Achieving Record Return, A Financial Analysis
Very few banks earn a 20% return on their average equity capital (ROAE). In the latest American Banker list of smaller, publicly-traded banks ranked by ROAE, only ten banks averaged a 20% return over the last three years out of about 700 in the sample.
In the first half of 2022, Truxton Corporation earned 21.5% on equity, by far our highest ever. How did this happen? Answer: a combination of enduring fundamental qualities of our business and some special circumstances, perhaps transitory.
- Business mix
Truxton gets nearly half its revenue from our wealth management business, fee income that requires minimal equity capital. Most banks derive almost all their income from interest margin – the gap between what they pay depositors and what they charge borrowers for loans. Problem is, the regulators require banks to have very substantial equity capital in case some of those loans go bad. Remember, ROAE is a ratio – the denominator is the bank’s equity capital. The bigger that equity base must be, the harder to create above normal returns. Because Truxton earns fees from a business that requires minimal equity capital, high returns are possible.
- Operating leverage
Earning higher margins as the business grows through thrifty practices. Truxton rents the same number of square feet of modest real estate as we did seven years ago when the business was less than half its current size. Truxton ended 2016 with 55 employees. Today we have 62. The business has doubled in size. Our people are working harder and earning more but the payroll cost per dollar of revenue has fallen substantially. That’s operating leverage. Employee cost plus occupancy were 44% of revenue in 2016; for 2022 (annualized), 37%.
- A quirk related to rising interest rates
A little bank accounting inside baseball, bear with me. As interest rates rise, bond prices fall. Truxton owns about $300 million in bonds out of $900 million in assets. Banks mark their bond portfolios to market every quarter, but not their loans. A decline in the bonds is offset on the balance sheet by a decline in shareholders equity. Remember, that’s the denominator in the ROAE calculation. Our book equity was $84 million last December; at June 30, it was $71 million. That helps ROAE! Of note, the “mark to market” on our bonds is temporary since the bonds will eventually pay off at par and is not counted in our capital by our regulators. From a regulatory standpoint, our capital is the highest it has ever been.

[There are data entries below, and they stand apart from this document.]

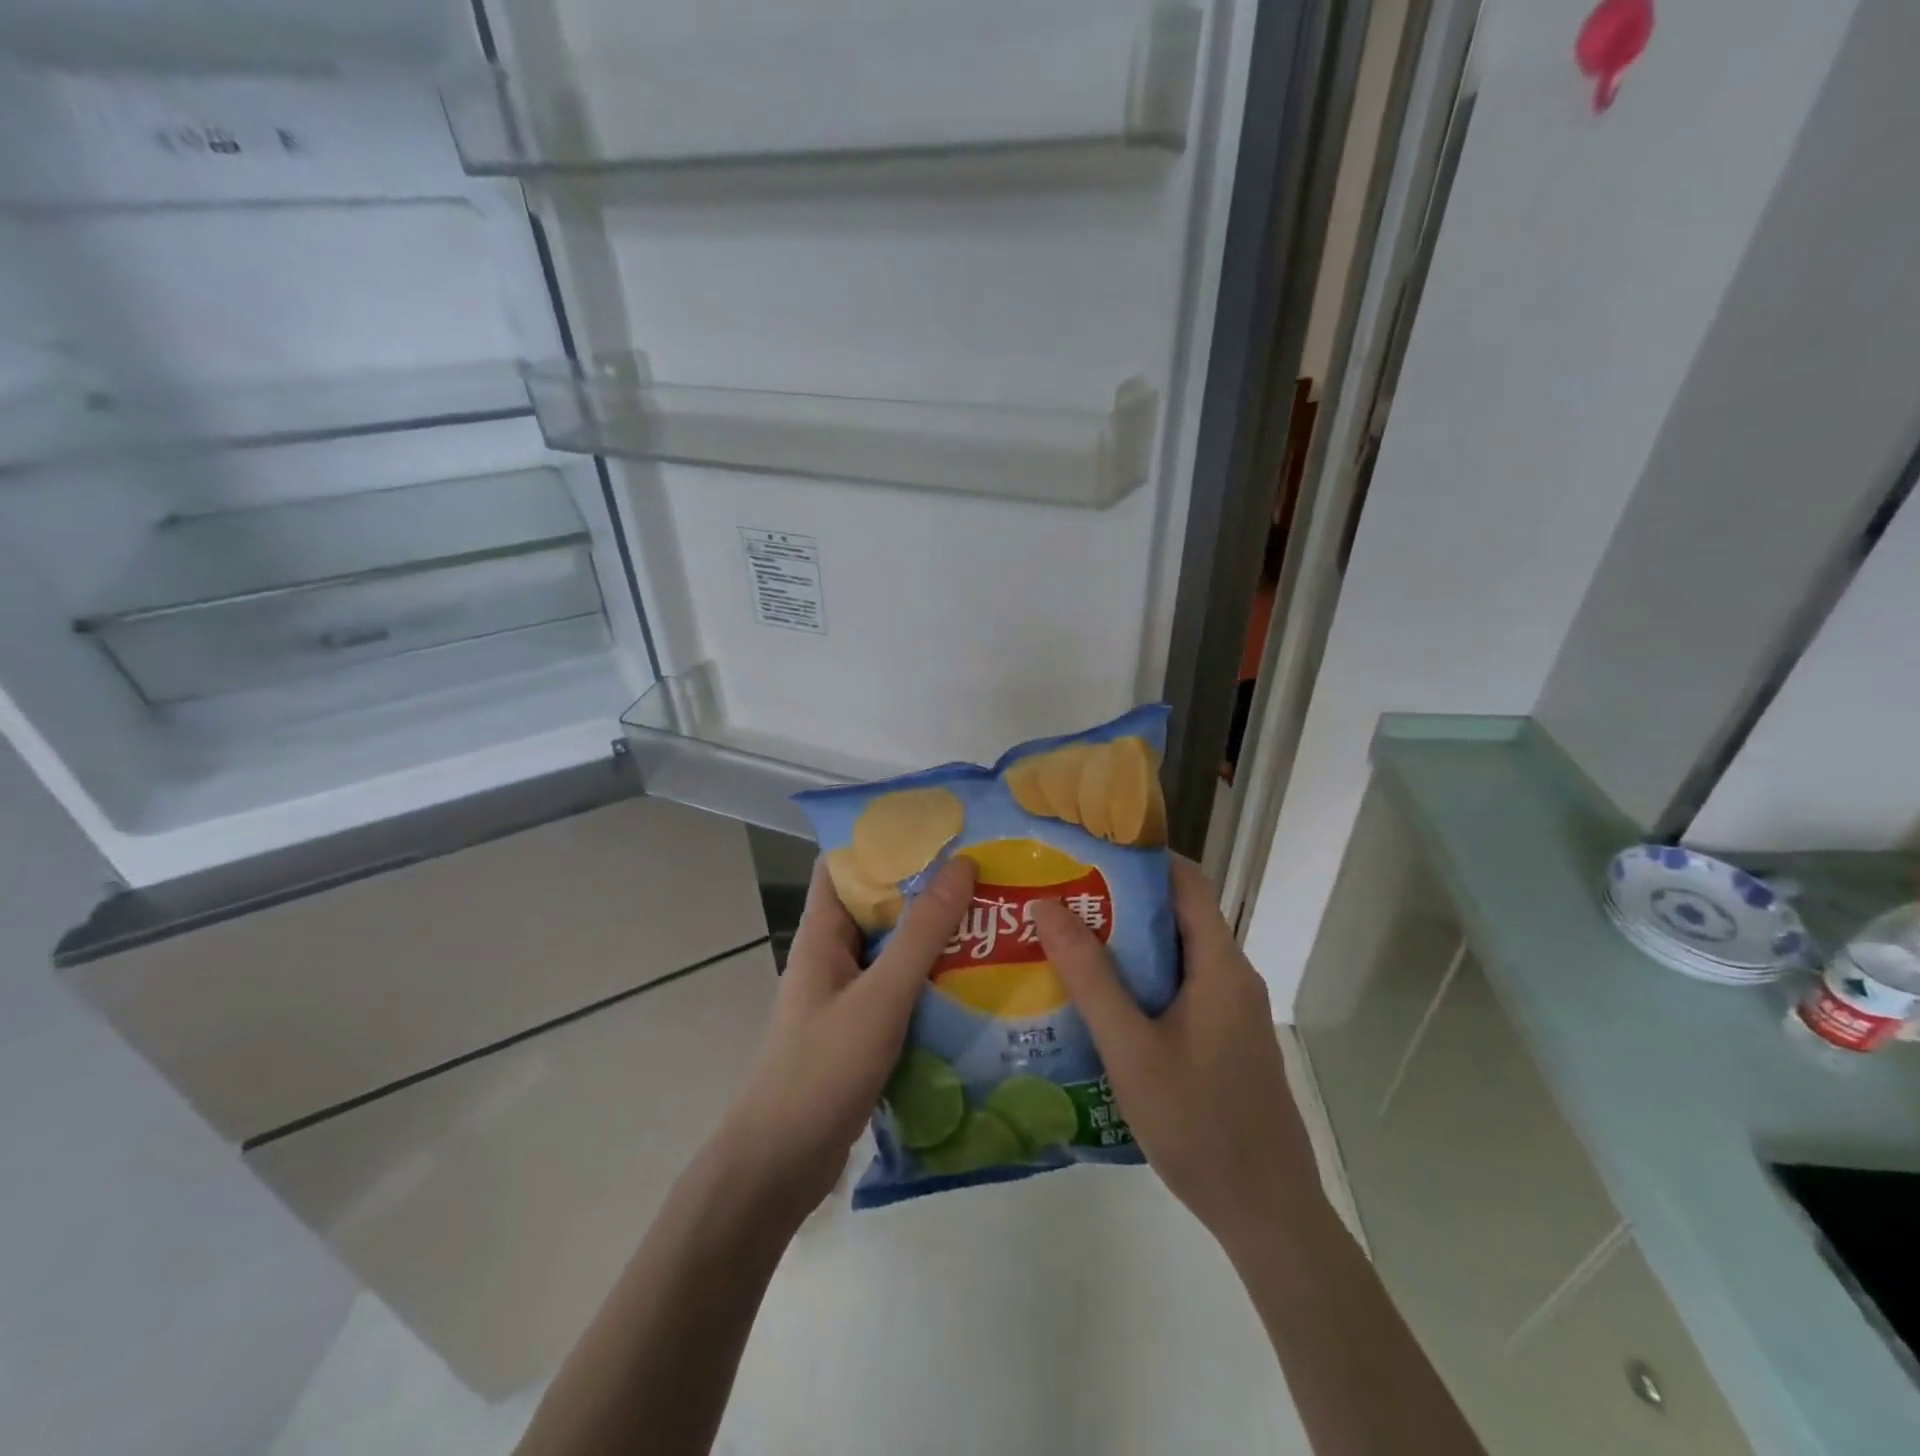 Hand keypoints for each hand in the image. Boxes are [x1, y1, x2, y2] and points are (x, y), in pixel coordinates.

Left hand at [717, 855, 977, 1220]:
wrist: (781, 1165)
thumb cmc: (823, 1069)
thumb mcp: (881, 996)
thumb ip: (922, 933)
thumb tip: (962, 864)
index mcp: (823, 933)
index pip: (846, 864)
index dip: (885, 840)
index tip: (939, 828)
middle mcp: (833, 955)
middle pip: (879, 905)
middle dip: (926, 888)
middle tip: (985, 872)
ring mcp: (846, 994)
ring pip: (894, 949)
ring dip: (935, 936)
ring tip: (992, 919)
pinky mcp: (861, 1030)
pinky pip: (900, 989)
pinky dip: (932, 979)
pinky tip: (976, 982)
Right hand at [1031, 856, 1318, 1252]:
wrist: (1267, 1214)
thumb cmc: (1198, 1124)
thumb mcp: (1130, 1049)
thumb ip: (1090, 976)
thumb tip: (1048, 905)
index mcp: (1219, 965)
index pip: (1185, 881)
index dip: (1140, 857)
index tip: (1086, 850)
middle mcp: (1231, 976)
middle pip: (1176, 914)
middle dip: (1119, 899)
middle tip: (1059, 896)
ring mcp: (1231, 1010)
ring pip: (1175, 954)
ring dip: (1126, 943)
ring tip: (1065, 939)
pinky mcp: (1224, 1038)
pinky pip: (1179, 988)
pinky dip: (1140, 979)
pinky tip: (1097, 999) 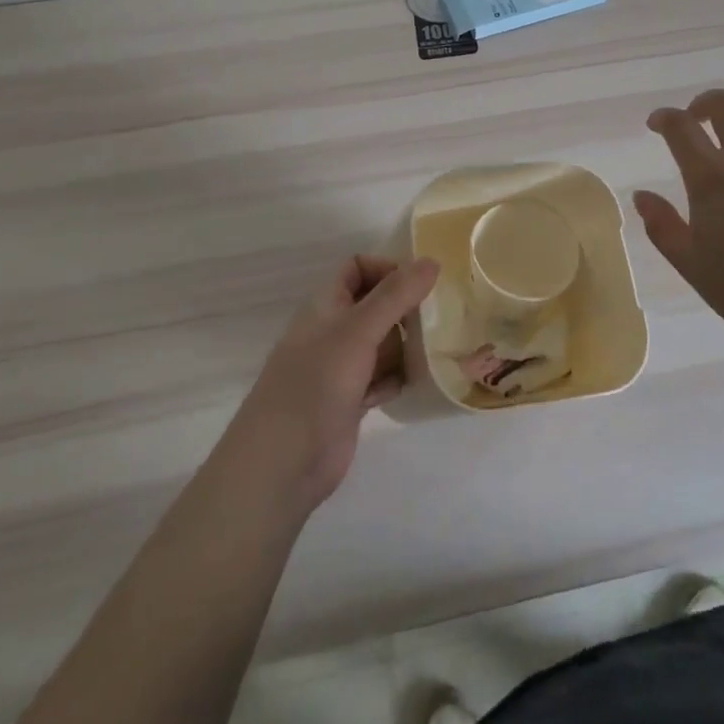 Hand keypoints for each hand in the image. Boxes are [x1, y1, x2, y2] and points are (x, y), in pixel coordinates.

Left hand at [223, 255, 439, 516]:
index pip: (358, 268)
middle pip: (375, 305)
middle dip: (405, 308)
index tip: (421, 284)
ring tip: (437, 348)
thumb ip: (395, 295)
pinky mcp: (350, 401)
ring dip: (407, 345)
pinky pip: (382, 377)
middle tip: (441, 316)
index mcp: (326, 305)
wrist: (283, 463)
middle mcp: (333, 331)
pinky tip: (416, 382)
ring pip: (382, 343)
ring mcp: (341, 368)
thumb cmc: (317, 383)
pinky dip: (398, 377)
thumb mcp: (358, 330)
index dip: (387, 269)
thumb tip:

- A little interest rate good luck that won’t last
When interest rates started to rise this winter, depositors had spent years earning almost nothing on their short-term money. Banks paid almost nothing; money market funds paid nothing. For the first several small moves by the Federal Reserve, not much changed. Truxton got the benefit of rising yields on our floating rate bonds and loans but paid minimally higher interest resulting in a rising interest margin. Our interest margin rose by 14 basis points in the quarter ending June 30, 2022 compared to the September 30 quarter a year ago. With accelerating rate increases, that’s changing. We’re paying more for deposits so that we can maintain that funding and our interest margin is likely to decline a bit, at least for the short term.
For now, our ROAE is higher than we ever imagined it could be. That allows us to grow the bank and pay very significant dividends without having to raise new capital. Shareholders should rejoice but be humble in knowledge that future success is not guaranteed. We expect to have to continue to work very hard for it.